[Collected data]:
═══

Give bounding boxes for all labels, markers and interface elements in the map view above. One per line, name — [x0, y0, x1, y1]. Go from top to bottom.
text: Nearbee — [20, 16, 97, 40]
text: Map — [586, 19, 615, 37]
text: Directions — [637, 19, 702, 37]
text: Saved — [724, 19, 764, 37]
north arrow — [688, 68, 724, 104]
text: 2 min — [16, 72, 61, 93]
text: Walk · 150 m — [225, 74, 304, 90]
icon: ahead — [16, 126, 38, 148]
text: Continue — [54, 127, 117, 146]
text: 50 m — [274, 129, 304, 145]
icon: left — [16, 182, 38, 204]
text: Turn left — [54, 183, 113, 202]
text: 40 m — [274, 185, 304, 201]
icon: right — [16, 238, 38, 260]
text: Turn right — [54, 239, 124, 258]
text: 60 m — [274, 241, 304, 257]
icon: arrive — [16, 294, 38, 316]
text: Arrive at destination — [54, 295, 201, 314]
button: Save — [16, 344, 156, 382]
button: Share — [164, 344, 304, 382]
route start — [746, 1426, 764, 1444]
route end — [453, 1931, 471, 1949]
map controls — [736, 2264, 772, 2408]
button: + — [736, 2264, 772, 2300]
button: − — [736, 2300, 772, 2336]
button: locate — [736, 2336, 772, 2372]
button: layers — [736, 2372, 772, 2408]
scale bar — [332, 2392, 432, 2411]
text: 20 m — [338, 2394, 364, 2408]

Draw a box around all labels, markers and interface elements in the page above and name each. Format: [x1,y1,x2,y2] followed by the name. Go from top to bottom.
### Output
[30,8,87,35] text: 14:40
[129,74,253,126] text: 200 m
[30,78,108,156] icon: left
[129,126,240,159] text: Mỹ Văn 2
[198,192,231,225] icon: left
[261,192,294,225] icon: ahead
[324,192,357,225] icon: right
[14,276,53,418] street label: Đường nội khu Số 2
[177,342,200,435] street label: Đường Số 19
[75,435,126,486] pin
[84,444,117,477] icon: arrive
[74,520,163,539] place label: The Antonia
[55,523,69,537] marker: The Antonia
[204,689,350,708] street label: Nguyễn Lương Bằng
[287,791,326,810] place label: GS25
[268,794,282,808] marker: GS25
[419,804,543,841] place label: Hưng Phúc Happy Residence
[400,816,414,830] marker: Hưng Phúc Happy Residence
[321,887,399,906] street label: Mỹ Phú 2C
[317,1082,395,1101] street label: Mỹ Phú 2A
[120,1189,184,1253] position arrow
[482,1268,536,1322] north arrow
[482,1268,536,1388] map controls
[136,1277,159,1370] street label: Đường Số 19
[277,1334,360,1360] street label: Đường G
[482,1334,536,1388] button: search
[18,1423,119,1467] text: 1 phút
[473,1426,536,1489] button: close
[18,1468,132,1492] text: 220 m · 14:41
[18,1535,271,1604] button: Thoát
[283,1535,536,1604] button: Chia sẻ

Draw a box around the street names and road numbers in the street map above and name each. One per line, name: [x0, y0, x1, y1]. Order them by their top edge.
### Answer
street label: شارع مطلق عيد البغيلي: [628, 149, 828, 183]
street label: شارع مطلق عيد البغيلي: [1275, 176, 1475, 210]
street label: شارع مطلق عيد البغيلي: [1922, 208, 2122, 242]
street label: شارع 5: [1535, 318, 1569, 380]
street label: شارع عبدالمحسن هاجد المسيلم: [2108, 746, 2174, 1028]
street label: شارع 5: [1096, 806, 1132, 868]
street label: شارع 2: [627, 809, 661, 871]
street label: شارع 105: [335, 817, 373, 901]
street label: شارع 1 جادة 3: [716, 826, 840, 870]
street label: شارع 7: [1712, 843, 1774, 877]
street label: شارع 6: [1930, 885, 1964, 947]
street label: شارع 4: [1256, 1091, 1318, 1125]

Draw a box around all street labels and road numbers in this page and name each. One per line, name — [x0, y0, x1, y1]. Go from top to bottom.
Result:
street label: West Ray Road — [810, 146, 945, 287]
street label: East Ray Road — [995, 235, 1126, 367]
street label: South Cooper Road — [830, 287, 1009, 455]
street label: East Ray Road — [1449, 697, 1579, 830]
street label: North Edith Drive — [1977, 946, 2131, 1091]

═══

[GOAL OF THE EXERCISE]: Quote each line above in full, word for word.

[RESPONSE FOR THIS EXERCISE]:
Give bounding boxes for all labels, markers and interface elements in the map view above. One per line, name — [x0, y0, x1, y1]. Go from top to bottom.
text: Nearbee — [20, 16, 97, 40]
text: Map — [586, 19, 615, 37]
text: Directions — [637, 19, 702, 37]
text: Saved — [724, 19, 764, 37]
north arrow — [688, 68, 724, 104]
text: 2 min — [16, 72, 61, 93]
text: Walk · 150 m — [225, 74, 304, 90]
icon: ahead — [16, 126, 38, 148]
text: Continue — [54, 127, 117, 146]
text: 50 m — [274, 129, 304, 145]
icon: left — [16, 182, 38, 204]
text: Turn left — [54, 183, 113, 202]
text: 40 m — [274, 185, 304, 201]
icon: right — [16, 238, 38, 260]
text: Turn right — [54, 239, 124, 258]
text: 60 m — [274, 241, 304, 257]
icon: arrive — [16, 294, 38, 316]
text: Arrive at destination — [54, 295, 201, 314]
button: Save — [16, 344, 156, 382]
button: Share — [164, 344, 304, 382]
route start — [746, 1426, 764, 1444]
route end — [453, 1931, 471, 1949]
map controls — [736, 2264, 772, 2408]
button: + — [736, 2264, 772, 2300]
button: − — [736, 2300, 772, 2336]
button: locate — [736, 2336, 772, 2372]
button: layers — [736, 2372, 772, 2408]
scale bar — [332, 2392, 432, 2411]
text: 20 m — [338, 2394, 364, 2408]

Draw a box around all labels, markers and interface elements in the page above and name each. Format: [x1,y1,x2,y2] followed by the name. Go from top to bottom.
### Output
[30,8,87,35] text: 14:40
[129,74,253,126] text: 200 m
[30,78,108,156] icon: left
[129,126,240,159] text: Mỹ Văn 2
[198,192,231,225] icon: left
[261,192,294,225] icon: ahead
[324,192,357,225] icon: right
[14,276,53,418] street label: Đường nội khu Số 2
[177,342,200,435] street label: Đường Số 19
[75,435,126,486] pin
[84,444,117,477] icon: arrive
[74,520,163,539] place label: The Antonia
[55,523,69,537] marker: The Antonia
[204,689,350,708] street label: Nguyễn Lương Bằng
[287,791,326,810] place label: GS25
[268,794,282,808] marker: GS25
[419,804,543,841] place label: Hưng Phúc Happy Residence
[400,816,414,830] marker: Hưng Phúc Happy Residence
[321,887,399,906] street label: Mỹ Phú 2C
[317,1082,395,1101] street label: Mỹ Phú 2A
[120,1189,184,1253] position arrow
[482,1268,536,1322] north arrow
[482,1268,536,1388] map controls
[136,1277,159,1370] street label: Đường Số 19
[277,1334,360,1360] street label: Đường G
[482,1334,536,1388] button: search
[18,1423,119,1467] text: 1 phút
[473,1426,536,1489] button: close
[18,1468,132,1492] text: 220 m · 14:41
[18,1535,271,1604] button: Thoát
[283,1535,536,1604] button: Chia sẻ

Draw a box around the street names and road numbers in the street map above and name each. One per line, name: [x0, y0, x1, y1]. Order them by their top edge.
### Answer
street label: شارع مطلق عيد البغيلي: [628, 149, 828, 183]
street label: شارع مطلق عيد البغيلي: [1275, 176, 1475, 210]
street label: شارع مطلق عيد البغيلي: [1922, 208, 2122, 242]
street label: شارع 5: [1535, 318, 1569, 380]
street label: شارع عبدالمحسن هاجد المسيلم: [2108, 746, 2174, 1028]
street label: شارع 5: [1096, 806, 1132, 868]
street label: شارع 2: [627, 809, 661, 871]
street label: شارع 105: [335, 817, 373, 901]
street label: شارع 1 جادة 3: [716, 826, 840, 870]
street label: شارع 7: [1712, 843, 1774, 877]
street label: شارع 6: [1930, 885, 1964, 947]
street label: شارع 4: [1256, 1091, 1318, 1125]

Draw a box around all street labels and road numbers in this page and name each. One per line, name — [x0, y0, x1, y1]. Go from top to bottom.
Result:
street label: West Ray Road — [810, 146, 945, 287]
street label: East Ray Road — [995, 235, 1126, 367]
street label: South Cooper Road — [830, 287, 1009, 455]
street label: East Ray Road — [1449, 697, 1579, 830]
street label: North Edith Drive — [1977, 946, 2131, 1091]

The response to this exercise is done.